Wednesday, October 24, 2007

Dealing with apostrophes in SQL strings

In many applications, the developer has side-stepped the potential use of the apostrophe in some of the text fields. So when adding values to a table, be aware that problems may be caused by embedded apostrophes in a string.

Consider the SQL Insert statement below.

INSERT INTO table_name (table_field_name) VALUES (‘O’reill’, ‘92314567’)

Notice that there is an apostrophe in the text “O’reill”. In SQL, the apostrophe is an illegal character. It is interpreted as a string delimiter or the end of the string. So when it encounters to the text and detects another apostrophe, an error will occur.

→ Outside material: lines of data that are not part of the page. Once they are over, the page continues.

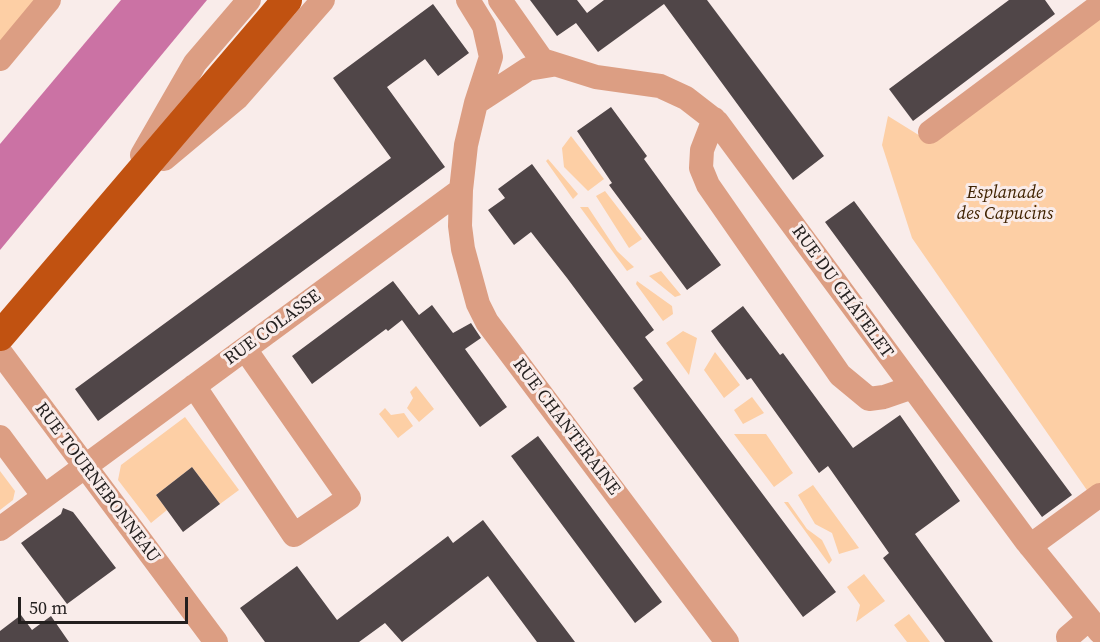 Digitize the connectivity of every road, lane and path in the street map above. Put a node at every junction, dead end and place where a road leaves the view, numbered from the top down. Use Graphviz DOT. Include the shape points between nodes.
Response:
graph roads {
  1 [pos="49,0"];
  2 [pos="249,0"];
  3 [pos="287,0"];
  4 [pos="323,0"];
  5 [pos="468,0"];
  6 [pos="500,0"];
  7 [pos="1100,5"];
  8 [pos="0,59"];
  9 [pos="544,59"];
  10 [pos="476,103"];
  11 [pos="714,119"];
  12 [pos="930,132"];
  13 [pos="461,190"];
  14 [pos="118,197"];
  15 [pos="0,336"];
  16 [pos="245,349"];
  17 [pos="0,352"];
  18 [pos="194,386"];
  19 [pos="913,387"];
  20 [pos="0,437"];
  21 [pos="85,466"];
  22 [pos="43,495"];
  23 [pos="1100,495"];
  24 [pos="0,529"];
  25 [pos="1023,547"];
  26 [pos="1095,626"];
  27 [pos="1068,636"];
  28 [pos="216,642"];
  29 [pos="727,642"];
  1 -- 8 [label="street"];
  2 -- 14 [label="street" via="195,63"];
  3 -- 14 [label="main road"];
  4 -- 14 [label="street" via="237,98"];
  5 -- 10 [label="street, RUE CHANTERAINE" via="484,27 491,57"];
  6 -- 9 [label="street"];
  7 -- 12 [label="street"];
  9 -- 10 [label="street"];
  9 -- 11 [label="street, RUE DU CHÂTELET" via="596,77 660,86 686,98"];
  10 -- 13 [label="street, RUE CHANTERAINE"];
  11 -- 19 [label="street, RUE DU CHÂTELET"];
  11 -- 19 [label="street" via="702,150 701,168 708,185 840,375 869,399"];
  13 -- 16 [label="street, RUE COLASSE"];
  13 -- 29 [label="street, RUE CHANTERAINE" via="463,249 487,322"];
  14 -- 15 [label="main road"];
  16 -- 18 [label="street, RUE COLASSE"];
  16 -- 18 [label="street" via="349,498 294,536"];
  17 -- 21 [label="street, RUE TOURNEBONNEAU"];
  18 -- 21 [label="street, RUE COLASSE"];
  19 -- 25 [label="street, RUE DU CHÂTELET"];
  20 -- 22 [label="street"];
  21 -- 22 [label="street, RUE COLASSE"];
  21 -- 28 [label="street, RUE TOURNEBONNEAU"];
  22 -- 24 [label="street, RUE COLASSE"];
  23 -- 25 [label="street"];
  25 -- 26 [label="street, RUE DU CHÂTELET"];
  26 -- 27 [label="street, RUE DU CHÂTELET"];
} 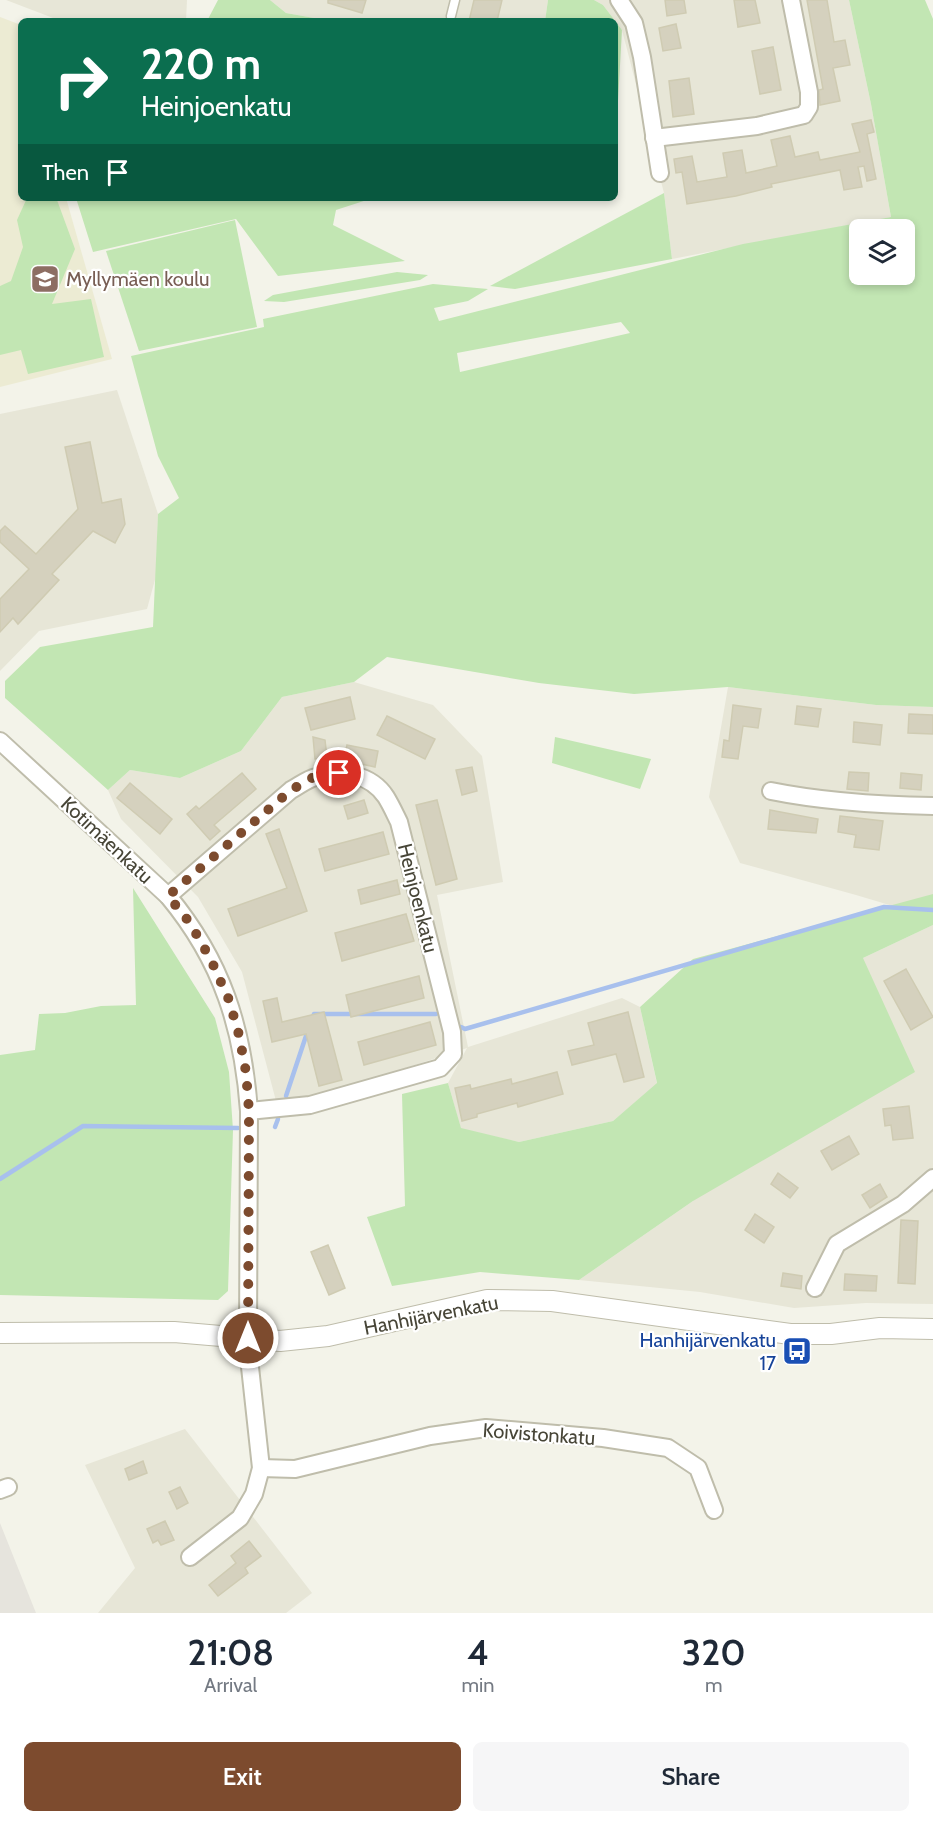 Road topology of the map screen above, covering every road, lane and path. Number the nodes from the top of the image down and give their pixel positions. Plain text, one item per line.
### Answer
1 (455, 0) edge
2 (619, 0) edge
3 (791, 0) edge
4 (451, 16) dead end
5 (654, 138) junction
6 (660, 173) dead end
7 (0, 741) edge
8 (771, 790) dead end
9 (933, 806) edge
10 (168, 896) junction
11 (249, 1111) junction
12 (933, 1178) edge
13 (814, 1288) dead end
14 (933, 1329) edge
15 (0, 1333) edge
16 (248, 1338) junction
17 (261, 1468) junction
18 (714, 1510) dead end
19 (190, 1557) dead end

1 - 4 lane
2 - 5 street
3 - 5 street
5 - 6 street
7 - 10 street, Kotimäenkatu
8 - 9 street
10 - 11 street, Kotimäenkatu
10 - 11 street, Heinjoenkatu
11 - 16 street, Kotimäenkatu
12 - 13 street
14 - 16 street, Hanhijärvenkatu
15 - 16 street, Hanhijärvenkatu
16 - 17 street, Kotimäenkatu
17 - 18 street, Koivistonkatu
17 - 19 street, Kotimäenkatu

A very simple solution to solve the problem: to allow apostrophes to be inserted into a database, simply double-up all occurrences of the apostrophes. So the final SQL will look like this:

INSERT INTO table_name (table_field_name) VALUES (‘O’’reill’, ‘92314567’)

In VB.NET, in order to convert the single enclosed apostrophe to two apostrophes, you can use Replace statement to accomplish the replacement.

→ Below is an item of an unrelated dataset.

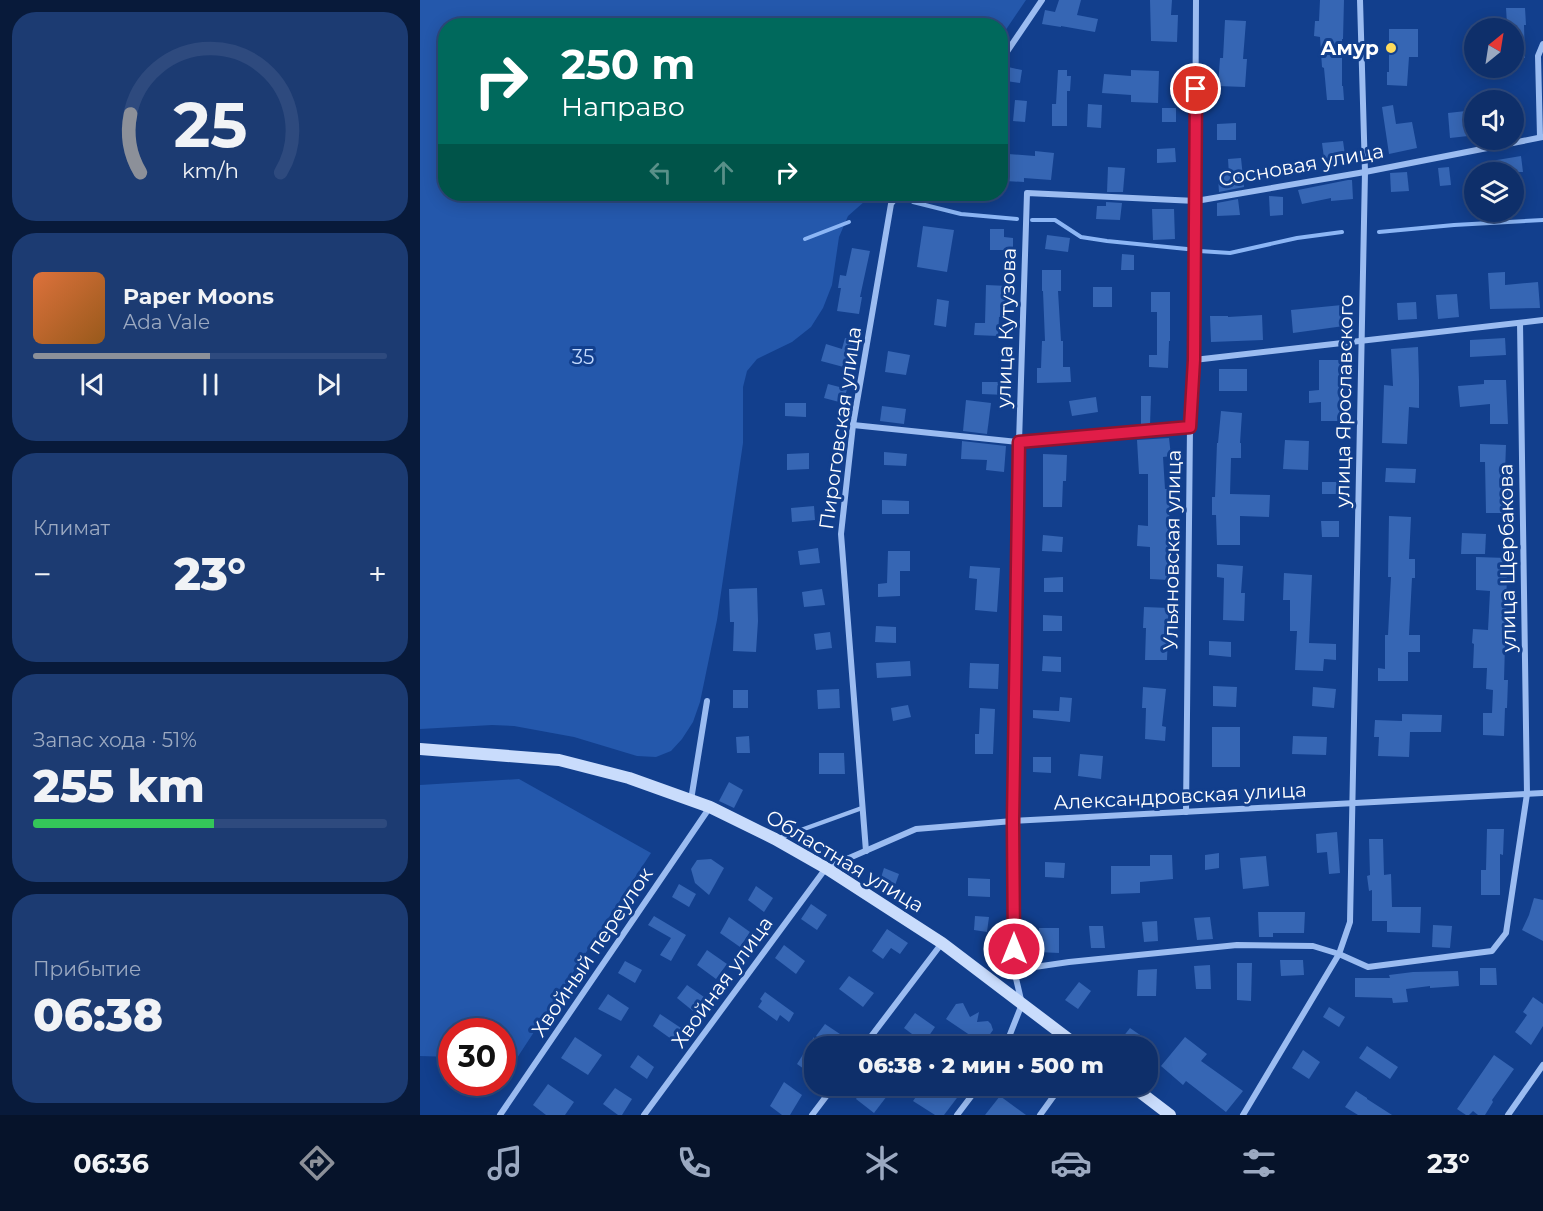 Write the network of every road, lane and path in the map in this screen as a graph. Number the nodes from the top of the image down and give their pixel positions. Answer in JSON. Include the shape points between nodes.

"'" & Replace (txtName.text, "'", "''") & "'"

Good Luck!

2 comments:

Aaron on December 9, 2011 at 2:31 AM said...

Hi,

Just wanted to know how you implement this code into a SQL string, here is my current code:
("SELECT ProjectId FROM osaka_Projects WHERE ProjectName = '" & TextBox1.Text & "'")

Want to replace all apostrophes entered into "textbox1".

Thanks

xiaoyu on December 9, 2011 at 9:14 AM said...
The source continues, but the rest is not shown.